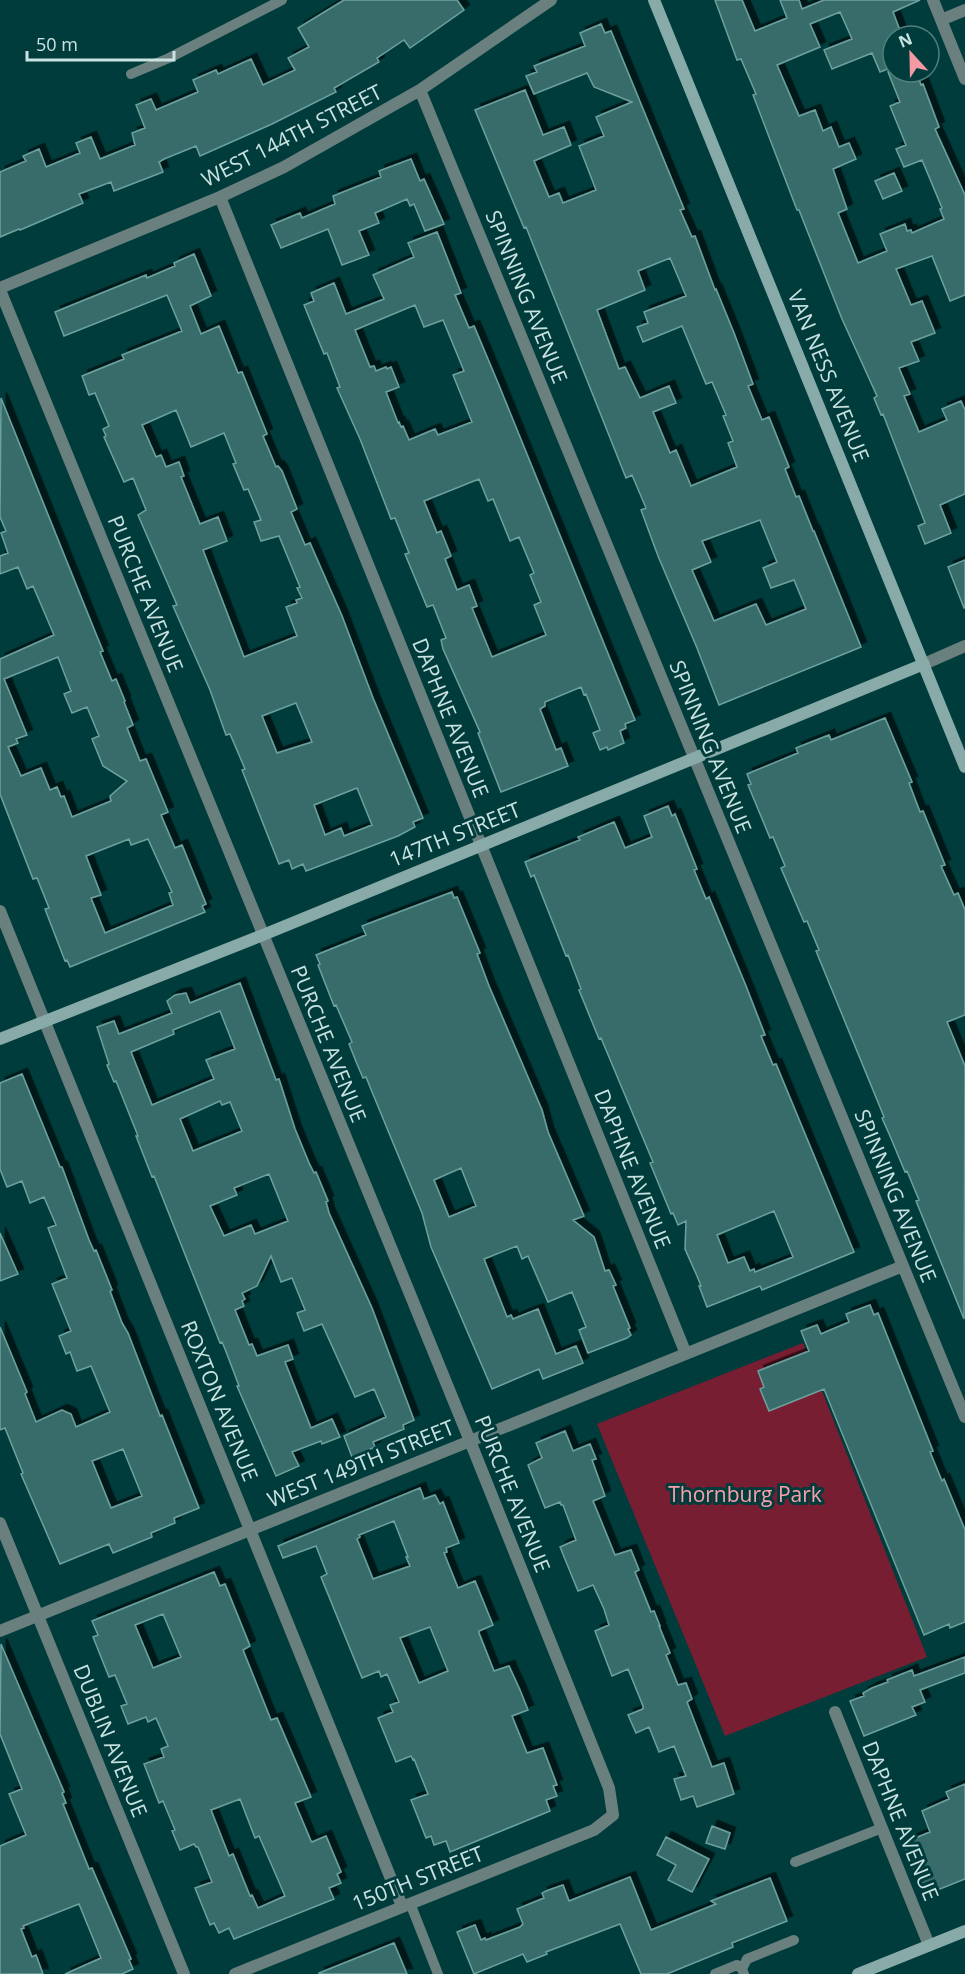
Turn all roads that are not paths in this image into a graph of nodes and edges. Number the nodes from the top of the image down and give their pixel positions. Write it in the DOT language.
graph roads {
  1 [pos="282,0"];
  2 [pos="551,0"];
  3 [pos="654,0"];
  4 [pos="933,0"];
  5 [pos="965,10"];
  6 [pos="941,20"];
  7 [pos="131,74"];
  8 [pos="965,79"];
  9 [pos="420,90"];
  10 [pos="220,197"];
  11 [pos="0,289"];
  12 [pos="965,646"];
  13 [pos="924,664"];
  14 [pos="694,759"];
  15 [pos="965,767"];
  16 [pos="480,845"];
  17 [pos="0,911"];
  18 [pos="263,935"];
  19 [pos="44,1021"];
  20 [pos="0,1039"];
  21 [pos="903,1266"];
  22 [pos="686,1354"];
  23 [pos="965,1418"];
  24 [pos="470,1441"];
  25 [pos="0,1524"];
  26 [pos="250,1530"];
  27 [pos="38,1616"];
  28 [pos="0,1631"];
  29 [pos="835,1712"];
  30 [pos="613,1815"];
  31 [pos="882,1828"];
  32 [pos="795,1862"];
  33 [pos="406,1904"];
  34 [pos="965,1931"];
  35 [pos="794,1940"];
  36 [pos="929,1945"];
  37 [pos="743,1972"];
  38 [pos="184,1974"];
  39 [pos="235,1974"];
  40 [pos="438,1974"];
  41 [pos="715,1974"];
  42 [pos="858,1974"];
  1 -- 7 [label="lane"];
  2 -- 9 [label="street, WEST 144TH STREET"];
  3 -- 13 [label="street, VAN NESS AVENUE"];
  4 -- 6 [label="street"];
  5 -- 6 [label="street"];
  6 -- 8 [label="street"];
  9 -- 10 [label="street, WEST 144TH STREET"];
  9 -- 14 [label="street, SPINNING AVENUE"];
  10 -- 11 [label="street, WEST 144TH STREET"];
  10 -- 16 [label="street, DAPHNE AVENUE"];
  11 -- 18 [label="street, PURCHE AVENUE"];
  12 -- 13 [label="street"];
  13 -- 14 [label="street, 147TH STREET"];
  13 -- 15 [label="street, VAN NESS AVENUE"];
  14 -- 16 [label="street, 147TH STREET"];
  14 -- 21 [label="street, SPINNING AVENUE"];
  16 -- 18 [label="street, 147TH STREET"];
  16 -- 22 [label="street, DAPHNE AVENUE"];
  17 -- 19 [label="street, ROXTON AVENUE"];
  18 -- 19 [label="street, 147TH STREET"];
  18 -- 24 [label="street, PURCHE AVENUE"];
  19 -- 20 [label="street, 147TH STREET"];
  19 -- 26 [label="street, ROXTON AVENUE"];
  21 -- 22 [label="street, WEST 149TH STREET"];
  21 -- 23 [label="street, SPINNING AVENUE"];
  22 -- 24 [label="street, WEST 149TH STREET"];
  24 -- 26 [label="street, WEST 149TH STREET"];
  24 -- 30 [label="street, PURCHE AVENUE"];
  25 -- 27 [label="street, DUBLIN AVENUE"];
  26 -- 27 [label="street, WEST 149TH STREET"];
  26 -- 33 [label="street, ROXTON AVENUE"];
  27 -- 28 [label="street, WEST 149TH STREET"];
  27 -- 38 [label="street, DUBLIN AVENUE"];
  29 -- 31 [label="street, DAPHNE AVENUE"];
  30 -- 33 [label="street, 150TH STREET"];
  31 -- 32 [label="lane"];
  31 -- 36 [label="street, DAPHNE AVENUE"];
  33 -- 39 [label="street, 150TH STREET"];
  33 -- 40 [label="lane"];
  34 -- 36 [label="street"];
  35 -- 37 [label="lane"];
  36 -- 42 [label="street"];
  37 -- 41 [label="lane"];
}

## What the task requires:
All lines of the data that hold "SPINNING" need to be copied.

## Your response:
  9 -- 14 [label="street, SPINNING AVENUE"];
  14 -- 21 [label="street, SPINNING AVENUE"];
  21 -- 23 [label="street, SPINNING AVENUE"];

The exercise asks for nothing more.